= EXERCISE DESCRIPTION =
The answer must consist of every line from the data that holds "Cedro".

[PROVIDED DATA Boundary: Start]

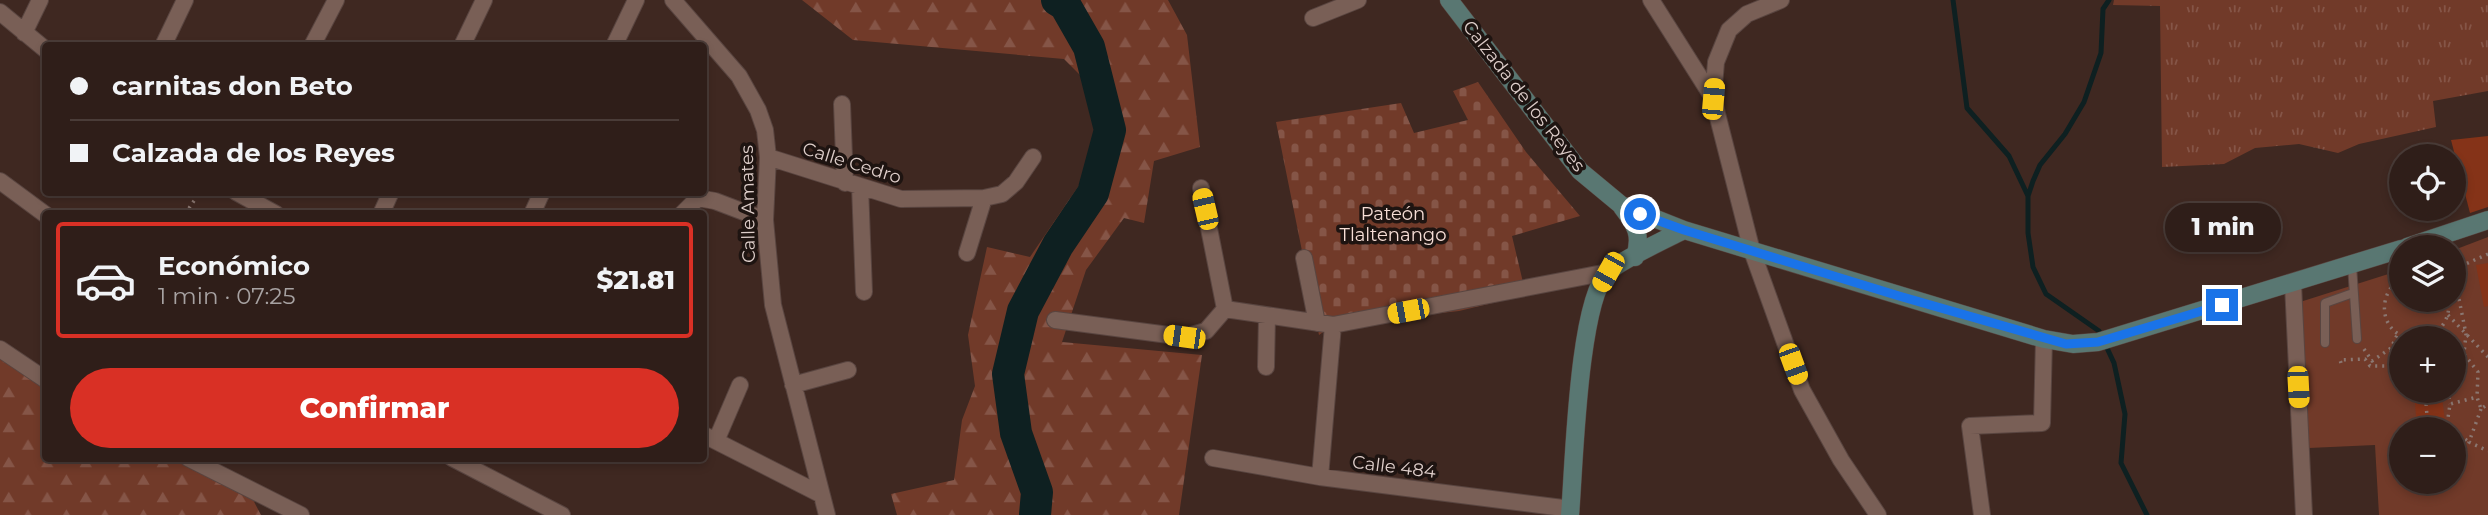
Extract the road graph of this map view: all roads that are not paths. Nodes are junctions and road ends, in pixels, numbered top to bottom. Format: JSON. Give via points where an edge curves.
{"nodes":[{"id":1,"x":40,"y":0,"type":"edge"},
{"id":2,"x":186,"y":0,"type":"edge"},
{"id":3,"x":336,"y":0,"type":"edge"},
{"id":4,"x":484,"y":0,"type":"edge"},
{"id":5,"x":636,"y":0,"type":"edge"},
{"id":6,"x":673,"y":0,"type":"edge"},
{"id":7,"x":1358,"y":0,"type":"edge"},
{"id":8,"x":1449,"y":0,"type":"edge"},
{"id":9,"x":1651,"y":0,"type":"edge"},
{"id":10,"x":1781,"y":0,"type":"edge"},
{"id":11,"x":0,"y":12,"type":"edge"},
{"id":12,"x":1313,"y":18,"type":"dead end"},
{"id":13,"x":24,"y":33,"type":"junction"},
{"id":14,"x":165,"y":42,"type":"edge"},
{"id":15,"x":314,"y":42,"type":"edge"},
{"id":16,"x":465,"y":42,"type":"edge"},
{"id":17,"x":616,"y":42,"type":"edge"},
{"id":18,"x":42,"y":47,"type":"edge"},
{"id":19,"x":1713,"y":99,"type":"junction"},
{"id":20,"x":842,"y":104,"type":"dead end"},
{"id":21,"x":768,"y":157,"type":"junction"},
{"id":22,"x":1033,"y":157,"type":"dead end"},
{"id":23,"x":0,"y":181,"type":"edge"},
{"id":24,"x":853,"y":184,"type":"junction"},
{"id":25,"x":1201,"y":188,"type":"dead end"},
{"id":26,"x":243,"y":196,"type":"edge"},
{"id":27,"x":984,"y":198,"type":"junction"},
{"id":28,"x":1621,"y":205,"type":"junction"},
{"id":29,"x":269,"y":210,"type":"edge"},
{"id":30,"x":686,"y":210,"type":"edge"},
{"id":31,"x":42,"y":212,"type":"edge"},
{"id":32,"x":765,"y":220,"type":"junction"},
{"id":33,"x":2488,"y":220,"type":"edge"},
{"id":34,"x":1684,"y":230,"type":"junction"},
{"id":35,"x":2443,"y":235,"type":"edge"},
{"id":36,"x":967,"y":253,"type":"dead end"},
{"id":37,"x":2389,"y":253,"type":"edge"},
{"id":38,"x":1754,"y":256,"type":"junction"},
{"id":39,"x":1635,"y":257,"type":"junction"},
{"id":40,"x":1304,"y":258,"type":"dead end"},
{"id":41,"x":2352,"y":265,"type":"junction"},
{"id":42,"x":1608,"y":272,"type":"junction"},
{"id":43,"x":2293,"y":284,"type":"junction"},
{"id":44,"x":864,"y":292,"type":"dead end"},
{"id":45,"x":2353,"y":293,"type":"junction"},
{"id":46,"x":1225,"y":309,"type":"junction"},
{"id":47,"x":1267,"y":316,"type":"junction"},
{"id":48,"x":1055,"y":320,"type":"dead end"},
{"id":49,"x":1325,"y":324,"type":"junction"},
{"id":50,"x":2044,"y":339,"type":"junction"},
{"id":51,"x":2357,"y":339,"type":"dead end"},
{"id":52,"x":2325,"y":343,"type":"dead end"},
{"id":53,"x":0,"y":349,"type":"edge"},
{"id":54,"x":1266,"y":367,"type":"dead end"},
{"id":55,"x":848,"y":370,"type":"dead end"},
{"id":56,"x":42,"y":377,"type":"edge"},
{"id":57,"x":740,"y":385,"type":"dead end"},
{"id":58,"x":793,"y":385,"type":"junction"},
{"id":59,"x":710,"y":438,"type":"edge"},
{"id":60,"x":1213,"y":458,"type":"dead end"},
{"id":61,"x":196,"y":462,"type":"edge"},
{"id":62,"x":460,"y":462,"type":"edge"},
{"id":63,"x":1320,"y":477,"type":"junction"},
{"id":64,"x":820,"y":494,"type":"junction"},
{"id":65,"x":1571,"y":512,"type":"edge"},
{"id":66,"x":301,"y":515,"type":"edge"},
{"id":67,"x":562,"y":515,"type":"edge"},
{"id":68,"x":827,"y":515,"type":"edge"},
{"id":69,"x":1878,"y":515,"type":"edge"},
{"id":70,"x":1982,"y":515,"type":"edge"},
{"id":71,"x":2304,"y":515,"type":"edge"}],
"edges":[{"from":1,"to":13,"type":"street"},
{"from":2,"to":14,"type":"street"},
{"from":3,"to":15,"type":"street"},
{"from":4,"to":16,"type":"street"},
{"from":5,"to":17,"type":"street"},
{"from":6,"to":21,"type":"street","name":"Calle Amates","via":[[739,76],[758,110]]},
{"from":7,"to":12,"type":"street"},
{"from":8,"to":28,"type":"street","name":"Calzada de los Reyes","via":[[1580,171]]},
{"from":9,"to":19,"type":"street"},
{"from":10,"to":19,"type":"street","via":[[1747,14],[1729,30],[1716,62]]},
{"from":11,"to":13,"type":"street"},
{"from":13,"to":18,"type":"street"},
{"from":19,"to":38,"type":"street"},
{"from":20,"to":24,"type":"street"},
{"from":21,"to":24,"type":"street","name":"Calle Cedro"},
{"from":21,"to":32,"type":"street","name":"Calle Amates"},
{"from":22,"to":27,"type":"street","name":"Calle Cedro","via":[[1002,194]]},
{"from":23,"to":31,"type":"street"},
{"from":24,"to":27,"type":"street","name":"Calle Cedro","via":[[901,199]]},
{"from":24,"to":44,"type":"street"},
{"from":25,"to":46,"type":"street"},
{"from":26,"to":29,"type":"street"},
{"from":27,"to":36,"type":"street"},
{"from":28,"to":34,"type":"street","name":"Calzada de los Reyes"},
{"from":28,"to":39,"type":"street","via":[[1637,226]]},
{"from":30,"to":32,"type":"street","via":[[698,198]]},
{"from":32,"to":58,"type":"street","name":"Calle Amates","via":[[773,305]]},
{"from":33,"to":35,"type":"street"},
{"from":34,"to":38,"type":"street","name":"Calzada de los Reyes"},
{"from":34,"to":39,"type":"street"},
{"from":37,"to":41,"type":"street","name":"Calzada de los Reyes"},
{"from":38,"to":50,"type":"street","name":"Calzada de los Reyes"},
{"from":38,"to":69,"type":"street","via":[[1802,390]]},
{"from":39,"to":42,"type":"street"},
{"from":40,"to":49,"type":"street"},
{"from":41,"to":43,"type":"street","name":"Calzada de los Reyes"},
{"from":41,"to":45,"type":"lane"},
{"from":42,"to":49,"type":"street"},
{"from":42,"to":65,"type":"street","via":[[1592,307],[1586,336]]},
{"from":43,"to":50,"type":"street","name":"Calzada de los Reyes","via":[[2098,342],[2066,344]]},
{"from":43,"to":71,"type":"street"},
{"from":45,"to":51,"type":"lane"},
{"from":45,"to":52,"type":"lane","via":[[2325,303]]},
{"from":46,"to":47,"type":"street"},
{"from":46,"to":48,"type":"street","via":[[1206,331],[1184,337]]},
{"from":47,"to":49,"type":"street"},
{"from":47,"to":54,"type":"street"},
{"from":49,"to":63,"type":"street"},
{"from":50,"to":70,"type":"street","via":[[2042,423],[1970,426]]},
{"from":53,"to":56,"type":"street"},
{"from":55,"to":58,"type":"street"},
{"from":57,"to":59,"type":"street"},
{"from":58,"to":64,"type":"street","name":"Calle Amates"},
{"from":59,"to":64,"type":"street"},
{"from":60,"to":63,"type":"street","name":"Calle 484"},
{"from":61,"to":66,"type":"street"},
{"from":62,"to":67,"type":"street"},
{"from":63,"to":65,"type":"street","name":"Calle 484"},
{"from":64,"to":68,"type":"street","name":"Calle Amates"}]}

[PROVIDED DATA Boundary: End]

= EXERCISE OUTPUT =
{"from":21,"to":24,"type":"street","name":"Calle Cedro"},
{"from":22,"to":27,"type":"street","name":"Calle Cedro","via":[[1002,194]]},
{"from":24,"to":27,"type":"street","name":"Calle Cedro","via":[[901,199]]},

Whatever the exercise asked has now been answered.